Honestly? I take the position that if a picture is worth a thousand words, a GIF is worth at least 13,486. I curate my GIFs very carefully, and try to avoid using the same one more than once within a short enough time span. I wait for and relish the moment that is made for a specific GIF. I realize that your issue is with the same specific GIF showing up over and over, but in terms of community and regular commenters? That’s just what @anon61221983 does. I always have this sense that I know the people here. A typical conversation involves a GIF from @anon61221983, a follow-up GIF from @funruly, @popobawa4u will hold forth in his usual dispassionate tone, while @jerwin will throw in a random but interesting tidbit, @falcor will growl at someone, @othermichael will turn it into a game topic, and I am a pretty reliable doofus who has the perfect GIF of a contestant on Jeopardy making a sassy-snap burning a hole in my pocket.
In other words, I don’t feel like this is turning into Reddit.

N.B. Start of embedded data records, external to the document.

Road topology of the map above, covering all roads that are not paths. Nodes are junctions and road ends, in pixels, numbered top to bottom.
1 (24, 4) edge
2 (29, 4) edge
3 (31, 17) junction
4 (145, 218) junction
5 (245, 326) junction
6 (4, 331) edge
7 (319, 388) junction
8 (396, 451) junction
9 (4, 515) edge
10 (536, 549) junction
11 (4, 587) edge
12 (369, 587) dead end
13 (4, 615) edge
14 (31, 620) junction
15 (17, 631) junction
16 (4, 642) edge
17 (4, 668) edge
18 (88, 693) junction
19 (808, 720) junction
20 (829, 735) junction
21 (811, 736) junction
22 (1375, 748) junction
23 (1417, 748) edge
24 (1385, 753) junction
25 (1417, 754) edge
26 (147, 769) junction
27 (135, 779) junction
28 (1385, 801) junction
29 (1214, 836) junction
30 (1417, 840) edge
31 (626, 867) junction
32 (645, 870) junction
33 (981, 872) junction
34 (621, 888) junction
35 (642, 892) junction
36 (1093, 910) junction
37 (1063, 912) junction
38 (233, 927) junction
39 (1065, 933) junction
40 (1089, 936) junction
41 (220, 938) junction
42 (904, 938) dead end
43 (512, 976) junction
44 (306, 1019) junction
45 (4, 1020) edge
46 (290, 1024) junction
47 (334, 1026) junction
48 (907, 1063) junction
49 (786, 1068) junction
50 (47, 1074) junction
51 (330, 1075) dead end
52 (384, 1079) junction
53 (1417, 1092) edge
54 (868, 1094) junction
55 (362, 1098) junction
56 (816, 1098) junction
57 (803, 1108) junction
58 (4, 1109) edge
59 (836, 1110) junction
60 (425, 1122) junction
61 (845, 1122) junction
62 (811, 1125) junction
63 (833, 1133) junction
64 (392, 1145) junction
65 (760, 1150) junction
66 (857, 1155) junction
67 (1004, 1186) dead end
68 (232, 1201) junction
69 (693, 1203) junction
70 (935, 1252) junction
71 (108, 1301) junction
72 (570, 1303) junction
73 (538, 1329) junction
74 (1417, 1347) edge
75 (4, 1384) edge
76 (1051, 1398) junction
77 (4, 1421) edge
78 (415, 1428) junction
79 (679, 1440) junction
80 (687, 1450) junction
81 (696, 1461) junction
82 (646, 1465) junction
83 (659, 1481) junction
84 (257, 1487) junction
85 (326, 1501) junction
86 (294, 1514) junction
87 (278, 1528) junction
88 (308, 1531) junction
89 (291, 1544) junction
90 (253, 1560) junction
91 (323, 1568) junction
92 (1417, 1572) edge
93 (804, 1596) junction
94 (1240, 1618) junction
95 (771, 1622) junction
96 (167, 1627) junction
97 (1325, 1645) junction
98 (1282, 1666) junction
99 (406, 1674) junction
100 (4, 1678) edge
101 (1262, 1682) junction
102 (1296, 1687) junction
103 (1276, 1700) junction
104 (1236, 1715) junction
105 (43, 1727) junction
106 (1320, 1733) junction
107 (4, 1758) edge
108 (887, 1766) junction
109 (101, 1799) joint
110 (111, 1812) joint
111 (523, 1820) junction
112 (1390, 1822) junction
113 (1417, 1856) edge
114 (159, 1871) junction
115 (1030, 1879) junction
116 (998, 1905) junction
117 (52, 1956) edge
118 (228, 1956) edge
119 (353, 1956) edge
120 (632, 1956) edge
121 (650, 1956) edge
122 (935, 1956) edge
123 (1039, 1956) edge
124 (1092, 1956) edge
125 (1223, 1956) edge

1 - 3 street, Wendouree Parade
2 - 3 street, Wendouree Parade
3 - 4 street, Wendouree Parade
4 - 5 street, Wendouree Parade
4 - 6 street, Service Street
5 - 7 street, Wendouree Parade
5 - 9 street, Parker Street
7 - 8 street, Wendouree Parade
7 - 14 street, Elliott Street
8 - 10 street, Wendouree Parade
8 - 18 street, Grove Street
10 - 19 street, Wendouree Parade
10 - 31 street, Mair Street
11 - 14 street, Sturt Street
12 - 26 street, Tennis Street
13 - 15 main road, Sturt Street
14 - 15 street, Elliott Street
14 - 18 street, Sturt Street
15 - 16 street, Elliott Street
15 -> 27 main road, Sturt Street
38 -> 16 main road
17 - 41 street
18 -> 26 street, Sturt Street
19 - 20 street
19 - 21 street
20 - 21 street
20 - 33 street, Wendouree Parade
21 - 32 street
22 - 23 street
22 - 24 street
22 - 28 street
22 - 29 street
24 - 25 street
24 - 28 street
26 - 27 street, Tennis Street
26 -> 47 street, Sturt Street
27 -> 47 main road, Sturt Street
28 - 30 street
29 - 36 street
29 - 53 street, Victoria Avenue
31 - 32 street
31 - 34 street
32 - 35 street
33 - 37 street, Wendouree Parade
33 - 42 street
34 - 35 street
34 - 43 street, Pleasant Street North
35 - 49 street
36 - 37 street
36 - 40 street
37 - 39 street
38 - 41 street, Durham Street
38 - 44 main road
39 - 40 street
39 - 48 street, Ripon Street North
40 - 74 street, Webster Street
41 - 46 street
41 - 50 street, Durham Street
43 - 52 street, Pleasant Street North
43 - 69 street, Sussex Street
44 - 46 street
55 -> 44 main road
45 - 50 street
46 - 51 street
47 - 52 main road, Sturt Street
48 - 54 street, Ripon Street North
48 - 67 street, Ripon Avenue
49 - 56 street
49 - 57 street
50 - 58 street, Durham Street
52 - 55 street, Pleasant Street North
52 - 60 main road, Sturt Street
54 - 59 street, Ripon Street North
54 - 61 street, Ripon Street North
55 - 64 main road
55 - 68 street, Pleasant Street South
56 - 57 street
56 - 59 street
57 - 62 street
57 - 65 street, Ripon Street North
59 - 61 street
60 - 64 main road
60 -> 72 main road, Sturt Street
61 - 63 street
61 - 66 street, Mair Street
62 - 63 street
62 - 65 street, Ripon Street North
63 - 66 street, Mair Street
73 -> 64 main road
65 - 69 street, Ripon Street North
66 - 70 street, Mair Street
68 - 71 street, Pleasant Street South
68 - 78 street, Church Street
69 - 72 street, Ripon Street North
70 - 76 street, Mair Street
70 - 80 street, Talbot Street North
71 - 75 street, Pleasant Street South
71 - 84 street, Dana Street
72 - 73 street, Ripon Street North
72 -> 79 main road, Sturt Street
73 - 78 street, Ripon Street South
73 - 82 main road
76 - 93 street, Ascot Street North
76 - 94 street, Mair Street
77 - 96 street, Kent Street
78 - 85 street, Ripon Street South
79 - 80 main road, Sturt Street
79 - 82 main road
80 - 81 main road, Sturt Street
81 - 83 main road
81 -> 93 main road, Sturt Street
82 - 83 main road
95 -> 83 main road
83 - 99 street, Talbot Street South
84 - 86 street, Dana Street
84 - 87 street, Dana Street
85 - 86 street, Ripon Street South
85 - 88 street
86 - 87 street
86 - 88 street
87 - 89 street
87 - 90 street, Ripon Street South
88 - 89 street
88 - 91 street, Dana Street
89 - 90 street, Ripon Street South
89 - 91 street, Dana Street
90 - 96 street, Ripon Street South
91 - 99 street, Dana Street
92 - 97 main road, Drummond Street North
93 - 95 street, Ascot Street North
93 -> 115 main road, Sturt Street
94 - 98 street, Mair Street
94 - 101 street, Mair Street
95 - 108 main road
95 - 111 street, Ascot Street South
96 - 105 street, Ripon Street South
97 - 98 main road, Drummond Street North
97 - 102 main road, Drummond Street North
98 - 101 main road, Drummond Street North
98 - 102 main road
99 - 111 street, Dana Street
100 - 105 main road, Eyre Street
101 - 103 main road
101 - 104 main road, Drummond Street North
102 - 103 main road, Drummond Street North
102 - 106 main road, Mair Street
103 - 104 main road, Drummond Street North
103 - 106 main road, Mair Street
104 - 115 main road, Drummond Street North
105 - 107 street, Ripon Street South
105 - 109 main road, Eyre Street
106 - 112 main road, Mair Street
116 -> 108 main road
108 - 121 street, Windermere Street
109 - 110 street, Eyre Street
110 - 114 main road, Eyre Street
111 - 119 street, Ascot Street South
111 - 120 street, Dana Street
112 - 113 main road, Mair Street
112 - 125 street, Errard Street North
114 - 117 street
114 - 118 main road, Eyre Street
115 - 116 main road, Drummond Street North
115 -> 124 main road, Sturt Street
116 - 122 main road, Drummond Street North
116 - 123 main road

Hey, you can tuna piano, but you can’t mackerel a xylophone!
(This was an actual quote from me when I was half-asleep that my girlfriend transcribed for posterity. Apparently I say really goofy shit when I’m really drunk or sliding into unconsciousness.)
And I guess it’s been too long since I posted an overlong personal anecdote sourced from my trailer-park youth and only tangentially relevant to the thread at hand. How soon we are forgotten!
FWIW, I side with Mindy here, though I confess I’ve never quite gotten the meaning of the slurp itself, if there’s any more to it than just a dismissal of an ancient bad-faith argument. But anyway, I love her GIFs nearly as much as I love her lengthier (and always very well-thought-out and beautifully expressed) verbal posts. And that’s a lot!
So let us not hurl any shoes at our more valuable contributors!
But it isn’t a substitute for meaningful or interesting conversation. It’s a substitute for engaging with tedious, repetitive, and bad-faith argumentation, but significantly, while openly recognising it as such.
Posting an image meme (and worse, exactly the same one over and over) is engaging with it, and implicitly encouraging tedious, repetitive, and bad-faith argumentation.
OK, I should have added, ‘because someone should be able say something stupid, wrong-headed, and annoying without being banned or silenced for it.’ And possibly put ‘engaging wordily or at length’.
I don’t see why flagging posts is more effective or leads to a long-term healthier community. Some degree of trolling or honest-but-objectionable posting (or generally a combination of the two if you’re dealing with the New Wave of Misunderstood White Dudes) is inevitable if you want to maintain a decent breadth of opinions. The gif approach is a good indicator that a conversation is going in circles without closing the thread to new opinions of contributions.
It’s also a good response to right-wingers since laughter is like garlic to the majority of them.
So the basic premise is you and your team designed optional tools to nudge online discourse (heh) in a particular manner. But they aren’t always used to the degree you would like.
Hokay, carrot and stick them. If you don’t want people to engage in certain situations, the programmatically incent or discourage the actions you feel are harmful.
if (uploaded-gif IN gif-collection) { error; }
if (user-flags-post) { award-cookie(user); }
There are a million ways, many of which of course already exist. Or accept that some communities are different, and some things will irritate each of us.